Extracted data entries
***
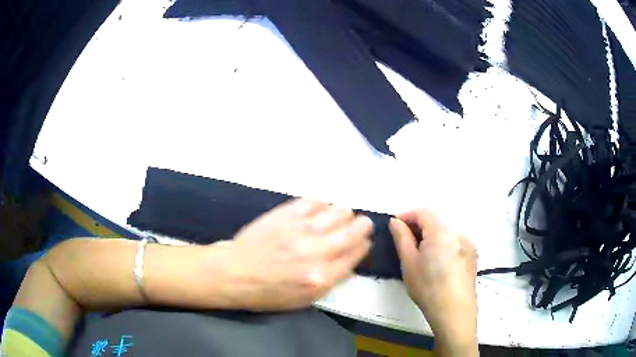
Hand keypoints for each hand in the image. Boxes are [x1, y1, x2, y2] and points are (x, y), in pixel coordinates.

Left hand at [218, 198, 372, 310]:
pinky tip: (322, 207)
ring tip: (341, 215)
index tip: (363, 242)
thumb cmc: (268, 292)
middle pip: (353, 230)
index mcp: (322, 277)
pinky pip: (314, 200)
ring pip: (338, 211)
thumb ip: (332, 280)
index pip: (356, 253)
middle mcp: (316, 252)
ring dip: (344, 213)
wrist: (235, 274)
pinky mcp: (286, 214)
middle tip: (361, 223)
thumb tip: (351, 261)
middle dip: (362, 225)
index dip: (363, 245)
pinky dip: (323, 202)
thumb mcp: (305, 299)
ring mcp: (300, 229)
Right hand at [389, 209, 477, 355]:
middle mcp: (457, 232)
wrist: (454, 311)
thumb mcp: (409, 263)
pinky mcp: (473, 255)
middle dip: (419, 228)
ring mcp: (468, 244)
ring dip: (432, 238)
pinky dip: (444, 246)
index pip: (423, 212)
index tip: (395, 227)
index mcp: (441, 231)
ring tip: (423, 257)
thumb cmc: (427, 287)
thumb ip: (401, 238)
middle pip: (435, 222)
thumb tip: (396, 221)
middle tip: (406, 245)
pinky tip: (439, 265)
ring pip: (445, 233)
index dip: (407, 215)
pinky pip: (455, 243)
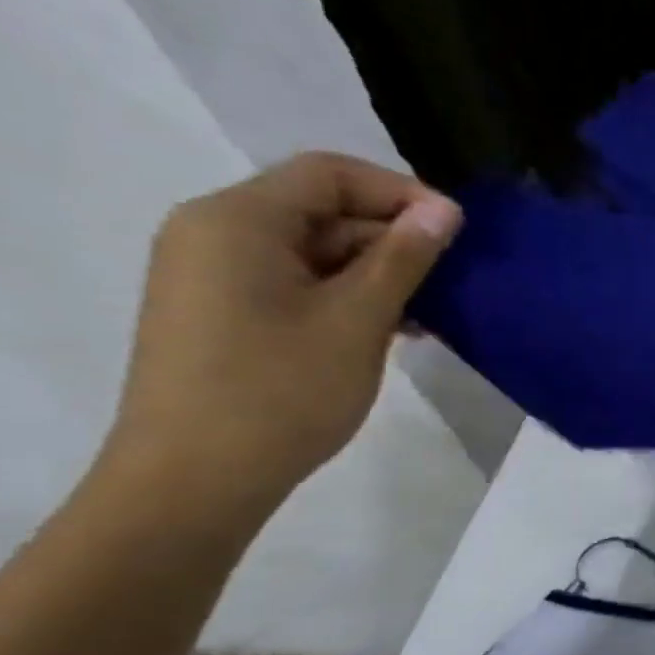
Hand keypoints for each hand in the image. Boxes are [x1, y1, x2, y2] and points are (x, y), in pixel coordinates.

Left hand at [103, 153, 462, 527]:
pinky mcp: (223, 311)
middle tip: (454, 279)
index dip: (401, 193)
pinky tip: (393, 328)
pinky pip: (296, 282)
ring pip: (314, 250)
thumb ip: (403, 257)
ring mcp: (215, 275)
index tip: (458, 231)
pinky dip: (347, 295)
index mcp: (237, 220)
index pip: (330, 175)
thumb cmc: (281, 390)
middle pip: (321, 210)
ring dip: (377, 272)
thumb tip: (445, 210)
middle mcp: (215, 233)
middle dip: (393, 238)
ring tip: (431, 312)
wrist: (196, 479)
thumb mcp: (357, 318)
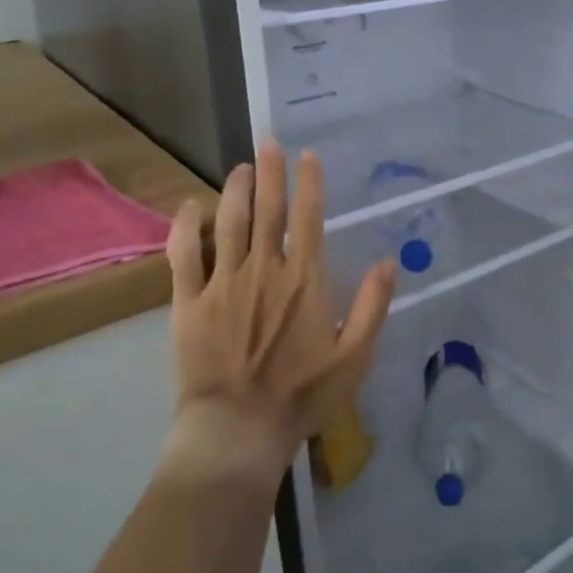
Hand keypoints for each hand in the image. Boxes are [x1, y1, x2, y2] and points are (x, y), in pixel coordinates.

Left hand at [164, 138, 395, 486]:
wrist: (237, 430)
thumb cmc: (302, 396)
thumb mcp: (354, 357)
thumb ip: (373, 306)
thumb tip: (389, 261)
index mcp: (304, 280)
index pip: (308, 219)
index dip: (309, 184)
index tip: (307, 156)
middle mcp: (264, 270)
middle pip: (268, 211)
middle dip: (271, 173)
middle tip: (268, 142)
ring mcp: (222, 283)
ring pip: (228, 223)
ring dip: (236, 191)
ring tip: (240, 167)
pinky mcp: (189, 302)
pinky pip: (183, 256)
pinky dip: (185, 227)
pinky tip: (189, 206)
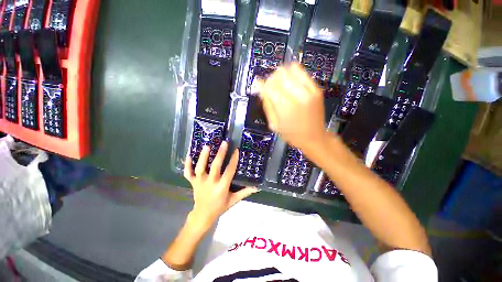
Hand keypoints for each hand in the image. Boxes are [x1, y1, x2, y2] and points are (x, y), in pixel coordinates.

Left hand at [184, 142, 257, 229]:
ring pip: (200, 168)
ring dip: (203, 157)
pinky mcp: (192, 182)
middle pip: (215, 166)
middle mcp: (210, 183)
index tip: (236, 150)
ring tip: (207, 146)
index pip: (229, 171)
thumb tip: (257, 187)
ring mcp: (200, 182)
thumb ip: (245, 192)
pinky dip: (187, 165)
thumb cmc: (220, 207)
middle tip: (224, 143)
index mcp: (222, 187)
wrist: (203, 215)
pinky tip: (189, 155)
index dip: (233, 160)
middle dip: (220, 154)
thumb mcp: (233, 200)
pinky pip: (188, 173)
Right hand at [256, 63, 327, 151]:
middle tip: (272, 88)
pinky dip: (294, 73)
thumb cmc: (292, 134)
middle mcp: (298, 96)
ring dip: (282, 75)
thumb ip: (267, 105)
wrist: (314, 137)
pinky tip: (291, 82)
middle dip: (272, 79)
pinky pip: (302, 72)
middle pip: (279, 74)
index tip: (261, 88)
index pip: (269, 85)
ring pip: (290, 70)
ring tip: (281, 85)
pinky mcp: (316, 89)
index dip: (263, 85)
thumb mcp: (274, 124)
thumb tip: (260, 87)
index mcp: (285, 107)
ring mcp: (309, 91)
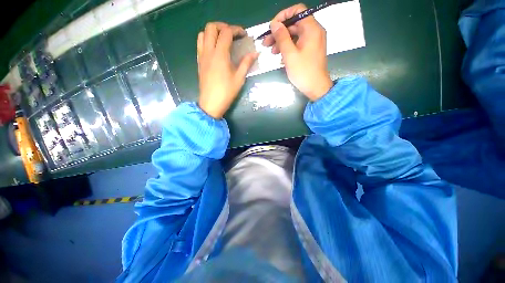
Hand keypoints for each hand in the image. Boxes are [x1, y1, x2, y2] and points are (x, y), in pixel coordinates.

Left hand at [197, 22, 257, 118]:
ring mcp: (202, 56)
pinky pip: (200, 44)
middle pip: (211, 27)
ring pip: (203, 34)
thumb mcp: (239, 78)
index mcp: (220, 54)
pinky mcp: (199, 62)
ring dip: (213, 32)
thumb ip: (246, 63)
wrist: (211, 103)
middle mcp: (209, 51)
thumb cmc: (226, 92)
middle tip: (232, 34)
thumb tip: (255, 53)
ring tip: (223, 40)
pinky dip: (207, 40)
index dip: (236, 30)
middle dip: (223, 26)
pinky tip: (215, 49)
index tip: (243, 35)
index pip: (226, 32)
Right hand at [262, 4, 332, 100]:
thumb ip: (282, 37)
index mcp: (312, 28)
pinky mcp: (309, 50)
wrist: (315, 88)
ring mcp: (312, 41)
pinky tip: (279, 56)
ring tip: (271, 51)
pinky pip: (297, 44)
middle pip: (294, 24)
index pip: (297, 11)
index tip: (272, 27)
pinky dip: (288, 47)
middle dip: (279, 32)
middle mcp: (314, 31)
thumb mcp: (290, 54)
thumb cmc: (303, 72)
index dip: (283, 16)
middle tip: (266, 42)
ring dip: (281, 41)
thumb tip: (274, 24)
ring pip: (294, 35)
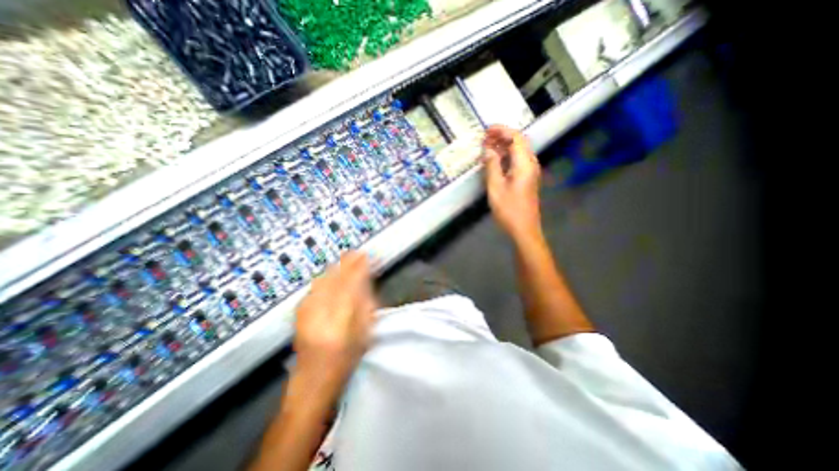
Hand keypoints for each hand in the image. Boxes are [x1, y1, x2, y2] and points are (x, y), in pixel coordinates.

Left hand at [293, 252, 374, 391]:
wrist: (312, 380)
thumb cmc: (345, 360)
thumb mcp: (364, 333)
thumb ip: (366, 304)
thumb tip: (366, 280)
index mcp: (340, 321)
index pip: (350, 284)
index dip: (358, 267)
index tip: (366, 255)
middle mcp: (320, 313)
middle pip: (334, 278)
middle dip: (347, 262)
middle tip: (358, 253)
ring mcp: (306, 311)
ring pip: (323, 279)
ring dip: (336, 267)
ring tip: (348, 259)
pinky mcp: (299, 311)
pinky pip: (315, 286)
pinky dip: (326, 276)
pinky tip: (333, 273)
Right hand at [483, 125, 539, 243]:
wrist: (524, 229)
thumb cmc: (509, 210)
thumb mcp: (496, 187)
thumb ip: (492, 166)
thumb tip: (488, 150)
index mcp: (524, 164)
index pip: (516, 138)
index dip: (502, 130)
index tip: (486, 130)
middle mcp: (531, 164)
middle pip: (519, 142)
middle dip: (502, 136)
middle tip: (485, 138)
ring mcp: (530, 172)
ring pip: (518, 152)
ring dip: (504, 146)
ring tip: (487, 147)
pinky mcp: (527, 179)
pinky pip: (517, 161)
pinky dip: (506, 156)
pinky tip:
***
Your task
Output all the records, word for word, with no pictures in the copy.

Answer section
Hand keypoints for each hand in the image. Boxes are [x1, y1, x2, y2] and points are (x, y), in pixel coordinates.

Left hand at [218, 198, 372, 310]:
pinky tip: (322, 207)
ring tip: (341, 215)
index tip: (363, 242)
thumb cmc: (268, 292)
middle pip: (353, 230)
index mcp: (322, 277)
pinky pip: (314, 200)
ring pip: (338, 211)
thumb ip: (332, 280)
index pip: (356, 253)
middle mcp: (316, 252)
ring dip: (344, 213)
wrist: (235, 274)
pinky mcp: (286, 214)
middle tip: (361, 223)
thumb tip: (351, 261)
middle dip: (362, 225)
index dip: (363, 245)
pinky dip: (323, 202)
thumb mcp: (305, 299)
ring mcp: (300, 229)
Right hand at [389, 209, 477, 355]:
middle mcp: (457, 232)
wrist: (454, 311)
thumb mcp: (409, 263)
pinky mcp: (473, 255)
middle dip: (419, 228)
ring mcp: (468, 244)
ring dip: (432, 238)
pinky dip: (444, 246)
index pip: (423, 212)
index tip: (395, 227)
index mcp: (441, 231)
ring tip: (423, 257)
thumb cmc: (427, 287)
thumb ip: (401, 238)
middle pip: (435, 222)
thumb tip: (396, 221)
middle tip: (406, 245)
pinky tip: (439, 265)
ring pip: (445, 233)
index dip: (407, 215)
pinky pip: (455, 243)
Hand keypoints for each hand in the image. Boxes are [x1, y1, x2, y2] and points are (x, y), in pixel coordinates.

Left hand at [103, 153, 462, 527]:
pinky mcp: (223, 311)
middle tip: (454, 279)
index dip: (401, 193)
pinky tip: (393, 328)
pinky pip: (296, 282)
ring pip: (314, 250)
thumb ip: (403, 257)
ring mcp: (215, 275)
index tip: (458, 231)
pinky dip: (347, 295)
index mcp: (237, 220)
index pip: (330, 175)
thumb cmc: (281, 390)
middle pip: (321, 210)
ring dip: (377, 272)
thumb tip: (445, 210)
middle mcp: (215, 233)
middle dip: (393, 238)
ring tip: (431, 312)
wrist: (196, 479)
thumb mcp: (357, 318)
Hand keypoints for each hand in the image. Boxes are [x1, y1, x2, y2] and points are (x, y), in pixel coordinates.

Left hand at [164, 138, 395, 486]:
wrist: (237, 430)
thumb cmc: (302, 396)
thumb mcp: (354, 357)
thumb ip: (373, 306)
thumb tip: (389, 261)
index mcp: (304, 280)
index pip: (308, 219)
index dip: (309, 184)
index tip: (307, 156)
middle mcp: (264, 270)
middle pip: (268, 211)
middle dip: (271, 173)
middle tip: (268, 142)
ring mcp: (222, 283)
ring pip: (228, 223)
ring dip: (236, 191)
ring tip: (240, 167)
pinky mcp: (189, 302)
pinky pip: (183, 256)
pinky dip: (185, 227)
pinky tip: (189, 206)
Hand keypoints for each hand in the image. Boxes are [x1, y1, x2, y2] and points are (x, y), in pixel coordinates.

Left hand at [184, 142, 257, 229]:
ring pip: (200, 168)
ring dip: (203, 157)
pinky mcp: (192, 182)
middle pip: (215, 166)
middle mcp: (210, 183)
index tip: (236, 150)
ring tip: (207, 146)
index pip: (229, 171)
thumb tip: (257, 187)
ring mcp: (200, 182)
thumb ip: (245, 192)
pinky dip: (187, 165)
thumb cmc: (220, 207)
middle tip: (224, 143)
index mcp: (222, 187)
wrist: (203, 215)
pinky tip: (189, 155)
index dip: (233, 160)
middle dip: (220, 154)
thumb mcp: (233, 200)
pinky pip: (188, 173)
Right hand at [256, 63, 327, 151]:
middle tip: (272, 88)
pinky dip: (294, 73)
thumb cmc: (292, 134)
middle mcp: (298, 96)
ring dip: (282, 75)
thumb ip: (267, 105)
wrist: (314, 137)
pinky tip: (291, 82)
middle dip: (272, 79)
pinky pip: (302, 72)
middle pip: (279, 74)
index tip: (261, 88)
index pip: (269, 85)
ring pip: (290, 70)
ring tip: (281, 85)
pinky mcp: (316, 89)
index dip: (263, 85)
thumb mcp: (274, 124)
thumb tip: (260, 87)
index mcp: (285, 107)
ring mcp: (309, 91)
Hand keypoints for each hand in the image. Boxes are [x1, y1, x2, y2] and points are (x, y), in pixel coordinates.

Left hand at [197, 22, 257, 118]:
ring mcp: (202, 56)
pinky pip: (200, 44)
middle pip: (211, 27)
ring pip: (203, 34)
thumb mcp: (239, 78)
index mcp: (220, 54)
pinky mcp: (199, 62)
ring dip: (213, 32)
thumb ip: (246, 63)
wrist: (211, 103)
middle mcp: (209, 51)
thumb cmc: (226, 92)
middle tip: (232, 34)
thumb tip: (255, 53)
ring tip: (223, 40)
pinky dip: (207, 40)
index dip: (236, 30)
middle dip: (223, 26)
pinky tip: (215, 49)
index tip: (243, 35)
index pip: (226, 32)
Right hand at [262, 4, 332, 100]:
thumb ip: (282, 37)
index mcp: (312, 28)
pinky mcp: (309, 50)
wrist: (315, 88)
ring mcp: (312, 41)
pinky tip: (279, 56)
ring tip: (271, 51)
pinky pip: (297, 44)
middle pip: (294, 24)
index pip: (297, 11)
index tip: (272, 27)
pinky dip: (288, 47)
middle dip: (279, 32)
middle mcp: (314, 31)
thumb mcp: (290, 54)
thumb cmc: (303, 72)
index dip: (283, 16)
middle tip: (266, 42)
ring dip: (281, 41)
thumb tip: (274, 24)
ring pip: (294, 35)
Hand keypoints for each hand in the image. Boxes are [x1, y1, x2, y2] and points are (x, y), in pixel coordinates.

Left hand at [293, 252, 374, 391]:
wrist: (312, 380)
thumb cmc: (345, 360)
thumb mcp: (364, 333)
thumb ip: (366, 304)
thumb tip: (366, 280)
index mcp: (340, 321)
index pip: (350, 284)
index dip: (358, 267)
index tip: (366, 255)
middle mcp: (320, 313)
middle pip: (334, 278)
middle dip: (347, 262)
middle tip: (358, 253)
ring mcp: (306, 311)
ring pip: (323, 279)
ring dip: (336, 267)
ring tip: (348, 259)
pinky mcp: (299, 311)
pinky pip: (315, 286)
pinky dip: (326, 276)
pinky tip: (333, 273)
Right hand at [483, 125, 539, 243]:
wrist: (524, 229)
thumb cmc: (509, 210)
thumb mcp: (496, 187)
thumb ip: (492, 166)
thumb tip: (488, 150)
index mcp: (524, 164)
index pip: (516, 138)
index dip: (502, 130)
index tip: (486, 130)
middle mcp: (531, 164)
middle pip: (519, 142)
middle dip: (502, 136)
middle tip: (485, 138)
ring mcp: (530, 172)
ring pip: (518, 152)
ring dip: (504, 146)
ring tip: (487, 147)
pinky mcp: (527, 179)
pinky pip: (517, 161)
pinky dip: (506, 156)
pinky tip:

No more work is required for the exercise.